One detail you didn't notice, however, is that this system is using CiviCRM. I realize that CiviCRM is not well known, but it's a CRM tool that runs inside of Drupal (or WordPress) and thus the concepts of Contacts and Relationships between them is already available there. We have 3 Contact Types:

Building
Unit
Tenant

and they share Relationships between each other (as in Unit 1A is "Unit Of" Building 123 Oak St.).

Other concepts such as Notes and Activities are also available in CiviCRM.

Some of the functions I wrote are, more or less, just wrappers are the CiviCRM API.

One issue, that we didn't foresee, is that the CiviCRM API is very slow. As our database grows, it's becoming too slow to use that for day to day activities. So we are implementing now a few custom tables to mirror just the current status of all Tenants and Units, and those tables are very simple and very fast to access. The full history of all Activities and Relationships remains in the CiviCRM records.
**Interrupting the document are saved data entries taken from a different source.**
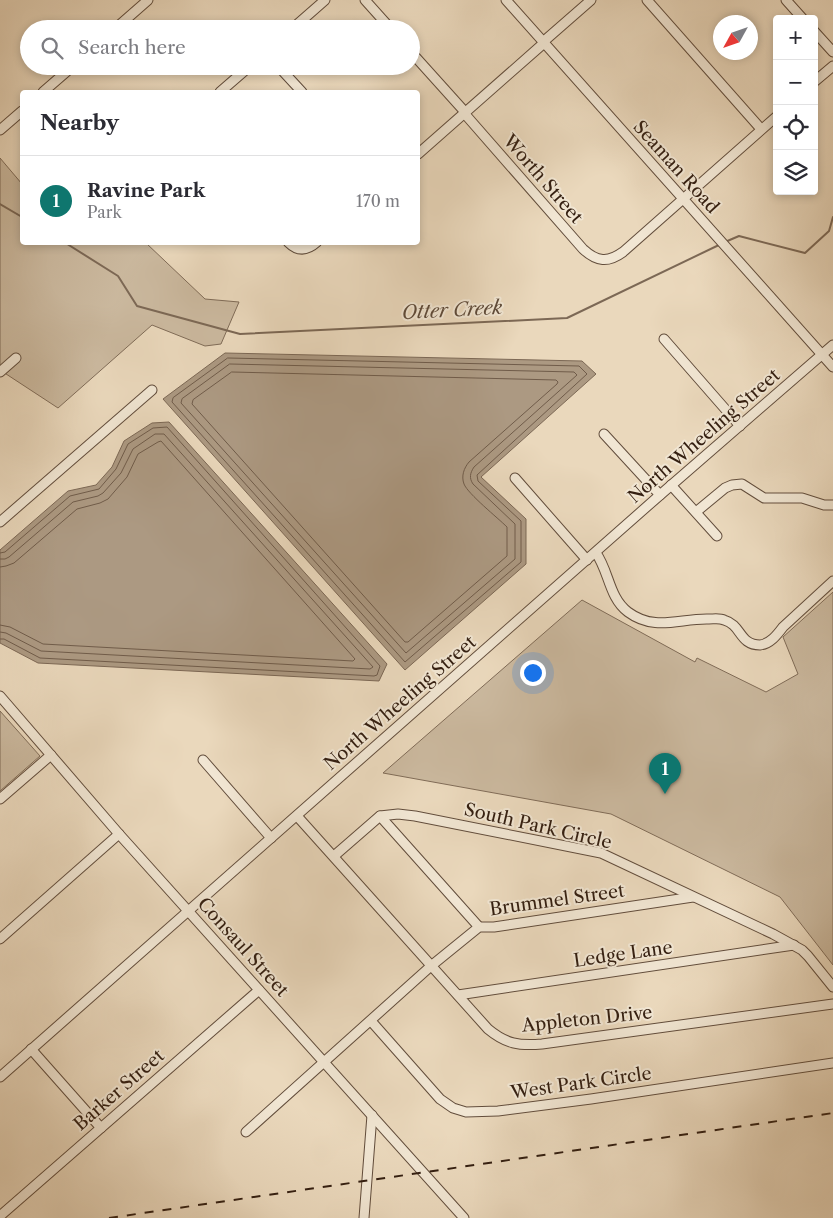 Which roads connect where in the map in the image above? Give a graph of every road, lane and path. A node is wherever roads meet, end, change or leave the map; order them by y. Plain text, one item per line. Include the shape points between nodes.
1 (148, 0) edge
2 (325, 0) edge
3 (364, 0) edge
4 (506, 0) edge
5 (591, 0) edge
6 (647, 0) edge
7 (786, 0) edge
8 (799, 15) edge
9 (125, 20) edge
10 (302, 20) edge
11 (383, 20) edge
12 (818, 35) edge
13 (543, 42) junction
14 (833, 52) edge
15 (420, 62) edge
16 (833, 66) edge
17 (63, 75) edge
18 (240, 75) edge
19 (286, 75) edge
20 (818, 79) edge
21 (45, 90) edge
22 (222, 90) edge
23 (300, 90) edge
24 (20, 112) edge
25 (464, 113) junction
26 (773, 119) edge
27 (761, 129) junction
28 (0, 130) edge
29 (420, 152) edge
30 (683, 199) junction
31 (291, 245) edge
32 (313, 245) edge
33 (664, 340) dead end
34 (833, 345) edge
35 (822, 355) junction
36 (16, 358) dead end
37 (833, 367) edge
38 (0, 372) edge
39 (152, 390) dead end
40 (740, 426) junction
41 (604, 434) dead end
42 (515, 478) dead end
43 (671, 485) junction
44 (660, 495) junction
45 (833, 505) edge
46 (696, 512) junction
47 (0, 522) edge
48 (716, 536) dead end
49 (596, 553) junction
50 (587, 560) junction
51 (833, 581) edge
52 (0, 696) edge
53 (51, 755) junction
54 (203, 760) dead end
55 (0, 800) edge
56 (297, 816) junction
57 (380, 816) junction
58 (119, 834) junction
59 (271, 838) junction
60 (334, 856) junction
61 (694, 897) junction
62 (188, 911) junction
63 (479, 927) junction
64 (0, 939) edge
65 (794, 945) junction
66 (431, 966) junction
67 (833, 987) edge
68 (259, 990) junction
69 (458, 995) junction
70 (833, 1004) edge
71 (371, 1020) junction
72 (31, 1049) junction
73 (324, 1062) junction
74 (833, 1062) edge
75 (0, 1077) edge
76 (372, 1115) junction
77 (101, 1128) junction
78 (246, 1132) dead end
79 (0, 1216) edge
80 (364, 1218) edge
81 (464, 1218) edge

1 - 9 street
2 - 10 street
3 - 11 street
4 - 13 street, Seaman Road
5 - 13 street
6 - 27 street
7 - 8 street
12 - 14 street
13 - 25 street
13 - 30 street, Seaman Road
15 - 25 street, Worth Street
16 - 20 street
17 - 21 street
18 - 22 street
19 - 23 street
24 - 28 street
25 - 29 street
25 - 30 street, Worth Street via 591,256 602,260 614,258
26 - 27 street
27 - 30 street
30 - 35 street, Seaman Road
31 - 32 street via 298,249
33 - 40 street
34 - 35 street, North Wheeling Street
35 - 37 street, Seaman Road
35 - 40 street, North Wheeling Street
36 - 38 street
39 - 47 street
40 - 43 street, North Wheeling Street
41 - 44 street
42 - 50 street
43 - 44 street, North Wheeling Street
43 - 46 street
44 - 49 street, North Wheeling Street
45 - 46 street via 802,498 764,498 742,484 725,488
46 - 48 street
49 - 50 street, North Wheeling Street
49 - 51 street via 620,605 629,613 644,621 662,624 724,620 736,626 745,640 753,644 763,645 771,640
50 - 56 street, North Wheeling Street
52 - 53 street, Consaul Street
53 - 55 street
53 - 58 street, Consaul Street
54 - 59 street
56 - 59 street, North Wheeling Street
56 - 60 street, Appleton Drive
57 - 60 street
57 - 61 street, South Park Circle via 415,816 601,853
57 - 63 street
58 - 62 street, Consaul Street
58 - 64 street
59 - 62 street, North Wheeling Street
60 - 66 street, Appleton Drive
61 - 63 street, Brummel Street
61 - 65 street, South Park Circle
62 - 68 street, Consaul Street
62 - 72 street, North Wheeling Street
63 - 66 street, Brummel Street
65 - 67 street, South Park Circle via 808,956
65 - 69 street, Ledge Lane
66 - 69 street, Appleton Drive
66 - 71 street, Brummel Street
68 - 73 street, Consaul Street
68 - 77 street, Barker Street
69 - 70 street, Appleton Drive via 488,1030 519,1045
71 - 73 street, Brummel Street
71 - 74 street, West Park Circle via 440,1099 452,1108 466,1112 535,1106
72 - 75 street, North Wheeling Street
72 - 77 street
73 - 76 street, Consaul Street
73 - 78 street, Brummel Street
76 - 80 street
76 - 81 street, Consaul Street
77 - 79 street, Barker Street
Given that this changes a lot of the code, I am taking this opportunity to refactor, and that was part of the reason I posted. I also appreciate the chance to discuss this as I work alone -- freelance and maverick style. :)

Anyhow, now I am creating these classes, to begin with:

Building
Unit
Tenant

and I am trying to make this actually object-oriented, this time around.

First build was in a rush and every new feature was news to me -- it was truly built on the fly, but the basic features they really needed are in place and working. Now I have a bit of time/space to rewrite this to make it faster, and also easier to build upon for the rest of the features.

Thank you both for the input. I really appreciate it.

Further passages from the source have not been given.